:: Problem statement ::
Beginning with the first entry, set down each one exactly as shown.

[Recorded information Boundary: Start]

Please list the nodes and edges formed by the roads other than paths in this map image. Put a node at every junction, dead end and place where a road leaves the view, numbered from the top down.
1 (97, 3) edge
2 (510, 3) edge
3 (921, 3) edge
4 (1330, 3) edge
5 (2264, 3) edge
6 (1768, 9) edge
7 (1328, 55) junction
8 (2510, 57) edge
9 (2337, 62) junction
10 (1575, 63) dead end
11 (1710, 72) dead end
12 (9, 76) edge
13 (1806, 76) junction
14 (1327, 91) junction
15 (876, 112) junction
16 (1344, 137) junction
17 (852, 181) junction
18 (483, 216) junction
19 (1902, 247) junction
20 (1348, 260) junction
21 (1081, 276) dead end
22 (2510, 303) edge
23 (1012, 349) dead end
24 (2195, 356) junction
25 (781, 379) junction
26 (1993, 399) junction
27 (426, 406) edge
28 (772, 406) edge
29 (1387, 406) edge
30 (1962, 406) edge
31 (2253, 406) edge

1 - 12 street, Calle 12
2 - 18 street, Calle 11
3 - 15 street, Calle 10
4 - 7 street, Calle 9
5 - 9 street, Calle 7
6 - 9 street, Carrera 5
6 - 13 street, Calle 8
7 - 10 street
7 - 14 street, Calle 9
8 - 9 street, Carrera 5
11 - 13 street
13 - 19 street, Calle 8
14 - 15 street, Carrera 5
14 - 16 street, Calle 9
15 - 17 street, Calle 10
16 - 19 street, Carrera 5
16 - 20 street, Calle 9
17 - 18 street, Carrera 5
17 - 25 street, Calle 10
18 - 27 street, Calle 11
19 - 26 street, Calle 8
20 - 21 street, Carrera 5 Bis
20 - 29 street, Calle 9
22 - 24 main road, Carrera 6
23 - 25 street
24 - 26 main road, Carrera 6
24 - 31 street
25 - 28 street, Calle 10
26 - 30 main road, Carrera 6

[Recorded information Boundary: End]

:: Result of the exercise ::
Please list the nodes and edges formed by the roads other than paths in this map image. Put a node at every junction, dead end and place where a road leaves the view, numbered from the top down.
1 (97, 3) edge
2 (510, 3) edge
3 (921, 3) edge
4 (1330, 3) edge
5 (2264, 3) edge
6 (1768, 9) edge
7 (1328, 55) junction
8 (2510, 57) edge
9 (2337, 62) junction
10 (1575, 63) dead end
11 (1710, 72) dead end
12 (9, 76) edge
13 (1806, 76) junction
14 (1327, 91) junction
15 (876, 112) junction
16 (1344, 137) junction
17 (852, 181) junction
18 (483, 216) junction
19 (1902, 247) junction
20 (1348, 260) junction
21 (1081, 276) dead end
22 (2510, 303) edge
23 (1012, 349) dead end
24 (2195, 356) junction
25 (781, 379) junction
26 (1993, 399) junction
27 (426, 406) edge
28 (772, 406) edge
29 (1387, 406) edge
30 (1962, 406) edge
31 (2253, 406) edge

1 - 12 street, Calle 12
2 - 18 street, Calle 11
3 - 15 street, Calle 10
4 - 7 street, Calle 9
5 - 9 street, Calle 7
6 - 9 street, Carrera 5
6 - 13 street, Calle 8
7 - 10 street
7 - 14 street, Calle 9
8 - 9 street, Carrera 5
11 - 13 street
13 - 19 street, Calle 8
14 - 15 street, Carrera 5
14 - 16 street, Calle 9
15 - 17 street, Calle 10
16 - 19 street, Carrera 5
16 - 20 street, Calle 9
17 - 18 street, Carrera 5
17 - 25 street, Calle 10
18 - 27 street, Calle 11
19 - 26 street, Calle 8
20 - 21 street, Carrera 5 Bis
20 - 29 street, Calle 9
22 - 24 main road, Carrera 6
23 - 25 street
24 - 26 main road, Carrera 6
24 - 31 street
25 - 28 street, Calle 10
26 - 30 main road, Carrera 6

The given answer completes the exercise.